Mais derrière cette manne financière se cache aussi une problématique de régulation, comme le montre la récente mise en demeure adressée par l’Autorité nationale indépendante de régulation de l’audiovisuel, Anirav, à plusieurs chaînes de télévision.
Chaque année, les marques et agences publicitaires investissent massivement dans les campagnes de communication durant le Ramadhan. Elles veulent atteindre «un stock de notoriété» pour le reste de l’année, et déclencher ainsi l’acte d’achat dans un contexte économique sensible où l’inflation dicte sa loi. Pour les annonceurs, le taux d’audience sur la TV est un taux qu’on ne retrouve nulle part ailleurs (surtout autour des écrans F’tour et après F’tour).
Globalement, le plus gros des investissements est concentré sur les deux premières semaines suivies d’une piqûre de rappel la dernière semaine avant la fête de l’Aïd. En sa qualité du mois le plus sacré de l’année pour les musulmans, le Ramadhan offre aux marques une occasion unique de se connecter avec les consommateurs, de présenter leurs produits et services et de toucher un maximum d’audience en un seul coup.
Le Ramadhan s’accompagne généralement d’une augmentation significative des dépenses de consommation des ménages. Cela offre aux entreprises la possibilité d’augmenter leurs ventes grâce à des publicités et des promotions ciblées. Les comportements d’achat sont complexes, car les consommateurs utilisent à la fois des canaux online et offline pour s’approvisionner.
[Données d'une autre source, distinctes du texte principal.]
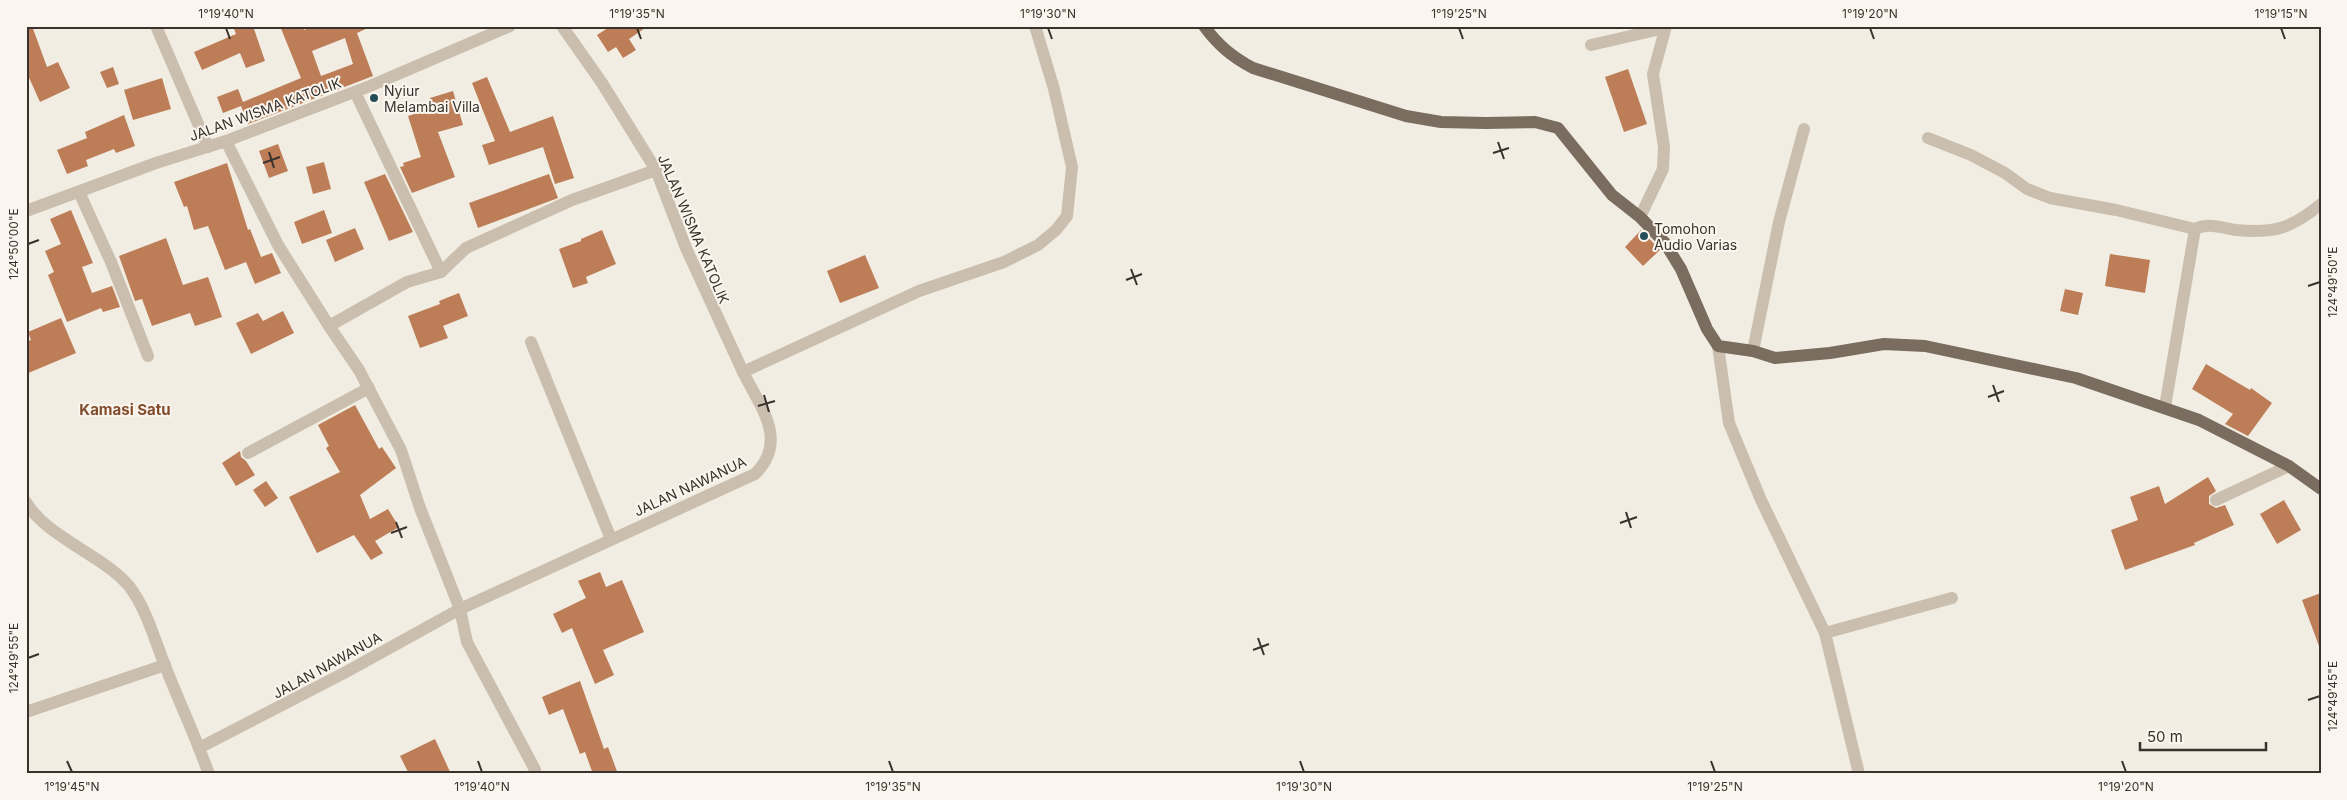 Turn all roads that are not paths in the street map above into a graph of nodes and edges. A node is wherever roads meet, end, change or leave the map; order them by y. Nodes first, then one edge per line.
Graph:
1 (156, 26) edge
2 (510, 26) edge
3 (562, 26) edge
4 (1035, 26) edge
5 (1204, 26) edge
6 (1666, 27) edge
7 (1591, 45) dead end
8 (354, 92) junction
9 (1804, 129) dead end
10 (1928, 138) dead end
11 (226, 142) junction
12 (208, 147) junction
13 (656, 170) junction
14 (79, 192) junction
15 (2321, 204) edge
16 (26, 211) edge
17 (1640, 217) junction
18 (2195, 229) junction
19 (441, 272) junction
20 (328, 326) junction
21 (532, 342) dead end
22 (1718, 346) junction
23 (1753, 352) junction
24 (148, 356) dead end
25 (743, 372) junction
26 (369, 388) junction
27 (2165, 407) junction
28 (248, 453) dead end
29 (2289, 466) junction
30 (2321, 489) edge
31 (2216, 500) dead end
32 (26, 502) edge
33 (611, 539) junction
34 (1952, 598) dead end
35 (460, 609) junction
36 (1825, 633) junction
37 (165, 665) junction
38 (26, 712) edge
39 (199, 748) junction
40 (536, 773) edge
41 (210, 774) edge
42 (1859, 774) edge

1 - 12 street
2 - 8 street, JALAN WISMA KATOLIK
3 - 13 street, JALAN WISMA KATOLIK
4 - 25 street
5 - 17 main road
6 - 7 street
6 - 17 street
8 - 11 street, JALAN WISMA KATOLIK
8 - 19 street
9 - 23 street
10 - 18 street
11 - 12 street, JALAN WISMA KATOLIK
11 - 20 street
12 - 14 street, JALAN WISMA KATOLIK
13 - 19 street
13 - 25 street, JALAN WISMA KATOLIK
14 - 16 street, JALAN WISMA KATOLIK
14 - 24 street
15 - 18 street
17 - 22 main road
18 - 27 street
19 - 20 street
20 - 26 street
21 - 33 street
22 - 23 main road
22 - 36 street
23 - 27 main road
25 - 33 street, JALAN NAWANUA
26 - 28 street
26 - 35 street
27 - 29 main road
29 - 30 main road
29 - 31 street
32 - 37 street
33 - 35 street, JALAN NAWANUA
34 - 36 street
35 - 39 street, JALAN NAWANUA
35 - 40 street
36 - 42 street
37 - 38 street
37 - 39 street
39 - 41 street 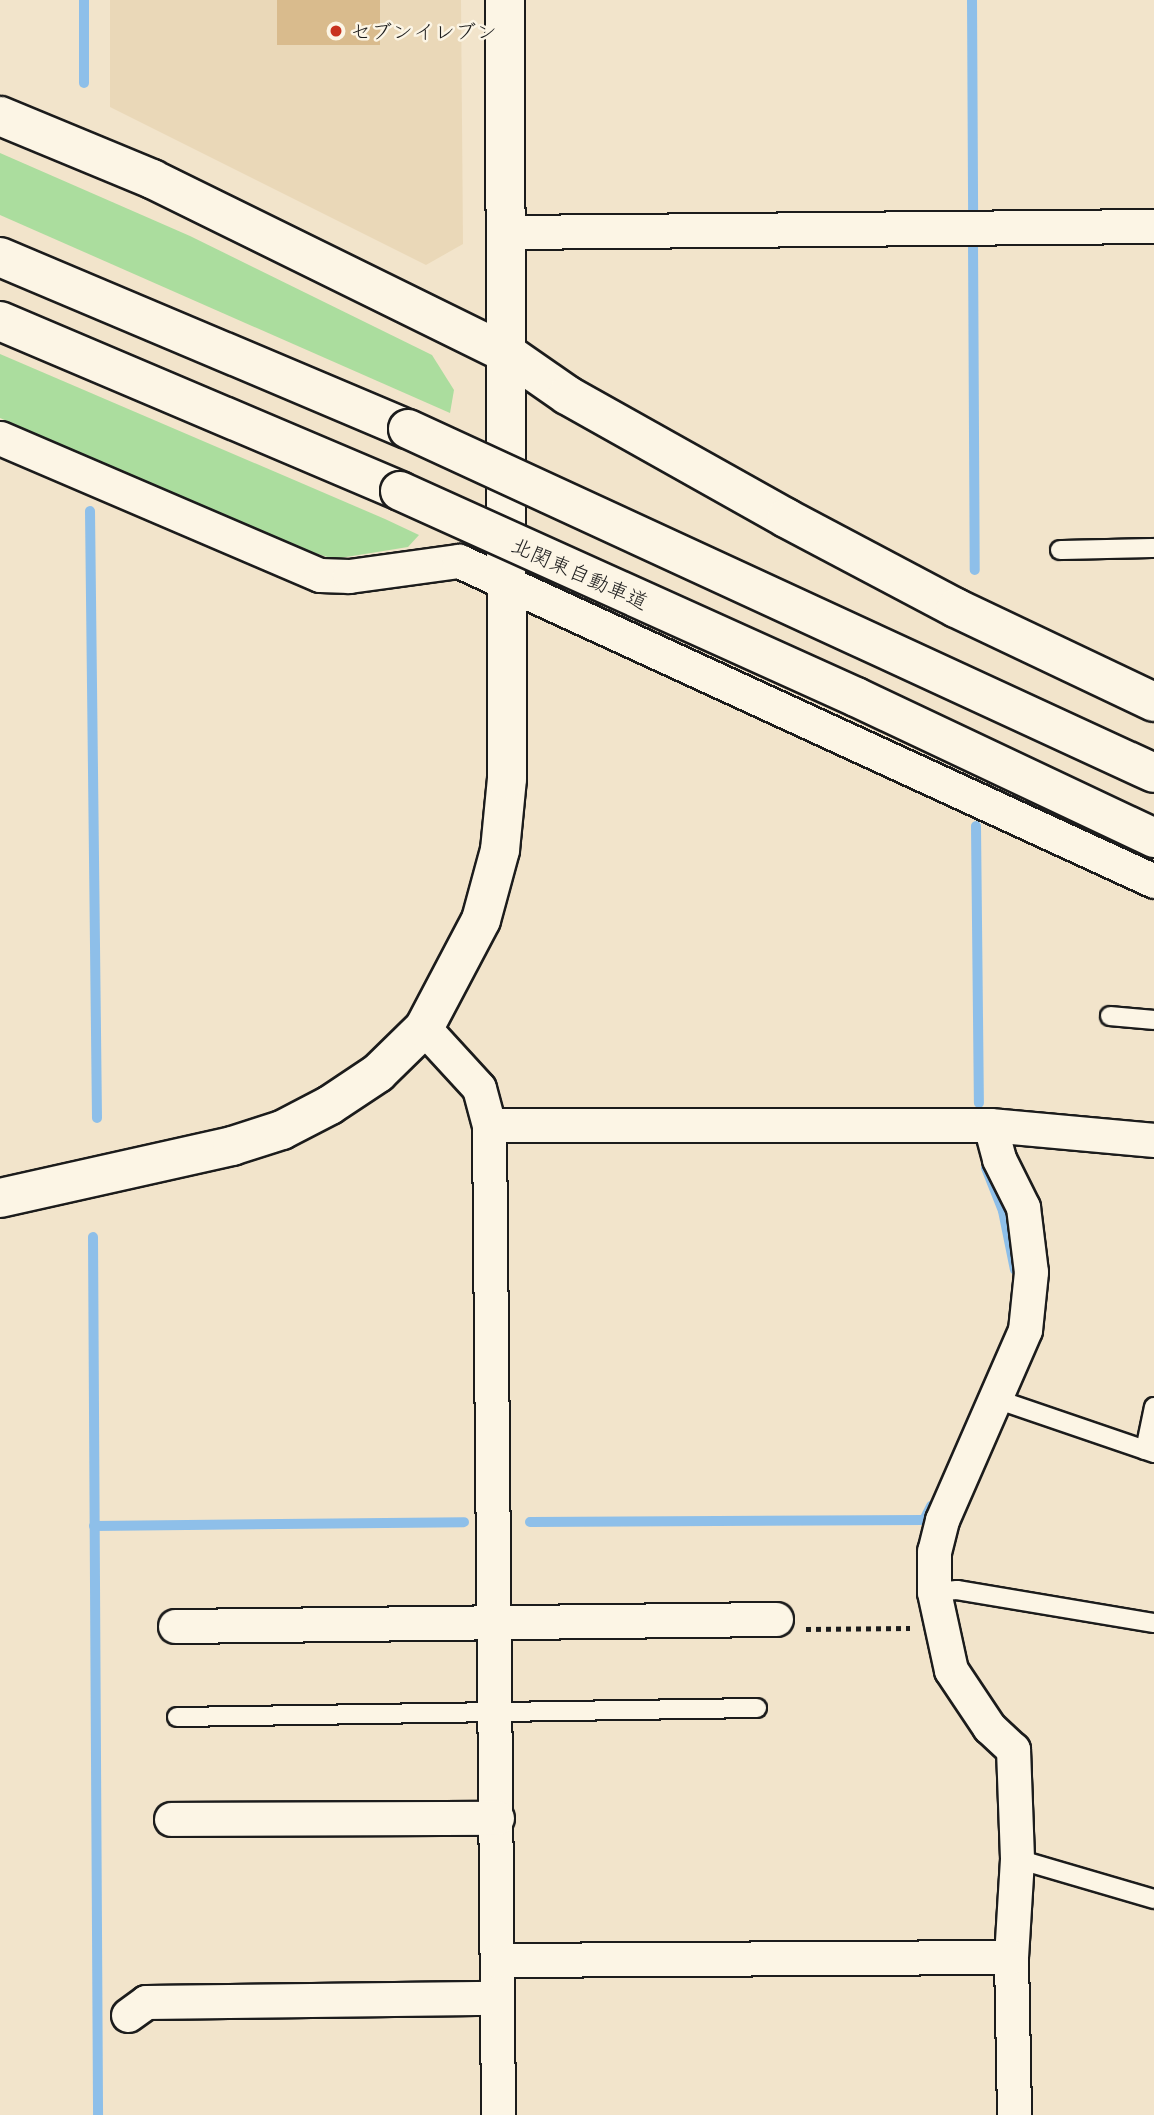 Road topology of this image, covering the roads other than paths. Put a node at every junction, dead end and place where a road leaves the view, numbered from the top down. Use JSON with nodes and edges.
{"nodes":[{"id":1,"x":505,"y":0,"type":"edge"},
{"id":2,"x":0,"y":116,"type":"edge"},
{"id":3,"x":1154,"y":226,"type":"edge"},
{"id":4,"x":508,"y":232,"type":"junction"},
{"id":5,"x":0,"y":257,"type":"edge"},
{"id":6,"x":0,"y":321,"type":"edge"},
{"id":7,"x":508,"y":354,"type":"junction"},
{"id":8,"x":0,"y":438,"type":"edge"},
{"id":9,"x":1154,"y":548,"type":"edge"},
{"id":10,"x":1060,"y":550,"type":"dead end"},
{"id":11,"x":507,"y":581,"type":"junction"},
{"id":12,"x":1154,"y":702,"type":"edge"},
{"id":13,"x":1154,"y":773,"type":"edge"},
{"id":14,"x":1154,"y":838,"type":"edge"},
{"id":15,"x":1154,"y":881,"type":"edge"},
{"id":16,"x":1110,"y":1016,"type":"dead end"},
{"id":17,"x":1154,"y":1020,"type":"edge"},
{"id":18,"x":424,"y":1028,"type":"junction"},
{"id":19,"x":489,"y":1125,"type":"junction"},
{"id":20,"x":990,"y":1125,"type":"junction"},
{"id":21,"x":1154,"y":1140,"type":"edge"},
{"id":22,"x":0,"y":1198,"type":"edge"},
{"id":23,"x":996,"y":1399,"type":"junction"},
{"id":24,"x":1154,"y":1407,"type":"edge"},
{"id":25,"x":1150,"y":1451,"type":"edge"},
{"id":26,"x":936,"y":1608,"type":"junction"},
{"id":27,"x":776,"y":1619,"type":"road end"},
{"id":28,"x":495,"y":1623,"type":"junction"},
{"id":29,"x":1154,"y":1623,"type":"edge"},
{"id":30,"x":175,"y":1626,"type":"dead end"},
{"id":31,"x":757,"y":1708,"type":"dead end"},
{"id":32,"x":496,"y":1710,"type":"junction"},
{"id":33,"x":177,"y":1717,"type":"dead end"},
{"id":34,"x":497,"y":1818,"type":"junction"},
{"id":35,"x":171,"y":1819,"type":"dead end"},
{"id":36,"x":1017,"y":1859,"type":"junction"},
{"id":37,"x":1154,"y":1899,"type":"edge"},
{"id":38,"x":1011,"y":1957,"type":"junction"},
{"id":39,"x":498,"y":1960,"type":"junction"},
{"id":40,"x":497,"y":1998,"type":"junction"},
{"id":41,"x":128,"y":2015,"type":"dead end"},
{"id":42,"x":498,"y":2115,"type":"edge"},
{"id":43,"x":1014,"y":2115,"type":"edge"}],
"edges":[{"from":1,"to":4,"type":"main road"},
{"from":2,"to":7,"type":"main road"},
{"from":3,"to":4,"type":"street"},
{"from":4,"to":7,"type":"main road"},
{"from":5,"to":13,"type":"main road","bridge":true},
{"from":6,"to":14,"type":"main road","name":"北関東自動車道","bridge":true},
{"from":7,"to":11,"type":"main road"},
{"from":7,"to":12,"type":"main road"},
{"from":8,"to":11,"type":"street"},
{"from":9,"to":10,"type":"lane"},
{"from":11,"to":15,"type":"street"},
{"from":11,"to":18,"type":"main road"},
{"from":16,"to":17,"type":"lane"},
{"from":18,"to":19,"type":"street"},
{"from":18,"to":22,"type":"main road"},
{"from":19,"to":20,"type":"street"},
{"from":19,"to":28,"type":"street"},
{"from":20,"to":21,"type":"street"},
{"from":20,"to":23,"type":"street"},
{"from":23,"to":25,"type":"lane"},
{"from":23,"to":26,"type":"street"},
{"from":24,"to":25,"type":"lane"},
{"from":26,"to":29,"type":"lane"},
{"from":26,"to":36,"type":"street"},
{"from":27,"to":28,"type":"street"},
{"from":28,"to":30,"type":"street"},
{"from":28,"to":32,"type":"street"},
{"from":31,"to":32,"type":"lane"},
{"from":32,"to":33,"type":"lane"},
{"from":32,"to":34,"type":"street"},
{"from":34,"to":35,"type":"street"},
{"from":34,"to":39,"type":"street"},
{"from":36,"to":37,"type":"lane"},
{"from":36,"to":38,"type":"street"},
{"from":38,"to":39,"type":"street"},
{"from":38,"to":43,"type":"street"},
{"from":39,"to":40,"type":"street"},
{"from":40,"to":41,"type":"street"},
{"from":40,"to":42,"type":"street"}]}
Le géant Meta a sorti un rapport interactif qui explore les changements de comportement et d’attitude des observateurs et des acheteurs du Ramadhan dans 12 marchés-clés. La conclusion à tirer de ce rapport est que «si vous souhaitez augmenter vos ventes, vous ne voudriez pas manquer une énorme opportunité comme le Ramadhan et Aïd El Fitr au cours desquelles les ventes ont tendance à doubler et parfois à tripler». Les entreprises prennent en compte ces changements et adaptent leurs stratégies publicitaires. Par exemple, les publicités qui font la promotion d’aliments et de boissons sont diffusées à un moment coïncidant avec la rupture du jeûne.
Les marques ne jeûnent pas
De nombreuses entreprises y voient un moment-clé pour atteindre leur public cible, ce qui signifie que la concurrence est très féroce. Il y a tant d’encombrement publicitaire, et les marques cherchent une nouvelle visibilité. Beaucoup de marques se tournent vers les réseaux sociaux qui attirent davantage d’audience. Les Algériens passent beaucoup de temps sur leurs smartphones, et cette tendance ne fait que s’accentuer. Google a publié des données qui montrent clairement que la population de la région MENA passe plus de temps en ligne, utilise plus les smartphones et regarde davantage de vidéos YouTube pendant le Ramadhan. Malgré cela, Google avait affirmé que la plupart des marques de la région MENA ne profitent pas de cette opportunité.
Au lieu de cela, «elles continuent de se battre pour un espace publicitaire limité notamment à la télévision». Les raisons sont multiples. Les Algériens passent plus de temps devant leur écran, particulièrement après l’Iftar, moment où les chaînes programment leurs émissions phares (feuilletons, caméras cachées, talk-shows).
Le Ramadhan est synonyme de hausse des dépenses en produits alimentaires, électroménagers et autres biens de consommation, ce qui pousse les marques à rivaliser de créativité pour séduire les clients. En parallèle de la télévision, les plateformes comme Facebook, Instagram, TikTok et YouTube deviennent des terrains de jeu privilégiés pour les annonceurs.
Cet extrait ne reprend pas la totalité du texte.